## [Given records]
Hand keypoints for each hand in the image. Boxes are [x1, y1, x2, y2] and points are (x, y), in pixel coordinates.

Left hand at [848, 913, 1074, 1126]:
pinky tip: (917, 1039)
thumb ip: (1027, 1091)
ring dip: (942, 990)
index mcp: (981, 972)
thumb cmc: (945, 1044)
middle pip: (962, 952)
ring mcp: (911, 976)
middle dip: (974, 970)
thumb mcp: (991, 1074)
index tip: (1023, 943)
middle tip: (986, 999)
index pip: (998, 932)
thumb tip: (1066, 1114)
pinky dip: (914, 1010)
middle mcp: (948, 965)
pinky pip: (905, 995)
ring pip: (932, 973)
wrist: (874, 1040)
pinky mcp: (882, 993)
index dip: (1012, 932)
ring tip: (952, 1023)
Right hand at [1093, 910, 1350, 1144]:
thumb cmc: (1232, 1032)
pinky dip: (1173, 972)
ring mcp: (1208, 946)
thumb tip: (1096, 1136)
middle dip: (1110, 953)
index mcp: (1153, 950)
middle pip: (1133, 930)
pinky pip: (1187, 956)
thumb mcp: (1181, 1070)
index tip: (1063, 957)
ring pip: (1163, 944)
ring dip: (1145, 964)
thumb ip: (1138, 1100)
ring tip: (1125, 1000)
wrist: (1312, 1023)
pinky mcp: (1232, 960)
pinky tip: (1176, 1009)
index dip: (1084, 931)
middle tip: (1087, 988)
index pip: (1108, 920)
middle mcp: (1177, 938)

## [Description of the task]
The required output is each line of the entries that contains the word "thumb".

## [Written solution]
thumb ip: (1027, 1091)
thumb cmc: (945, 1044)
thumb mcp: (991, 1074)
thumb tip: (1066, 1114)
thumb cmc: (1232, 1032)
thumb tip: (1096, 1136)
thumb mcp: (1181, 1070)
thumb ip: (1138, 1100)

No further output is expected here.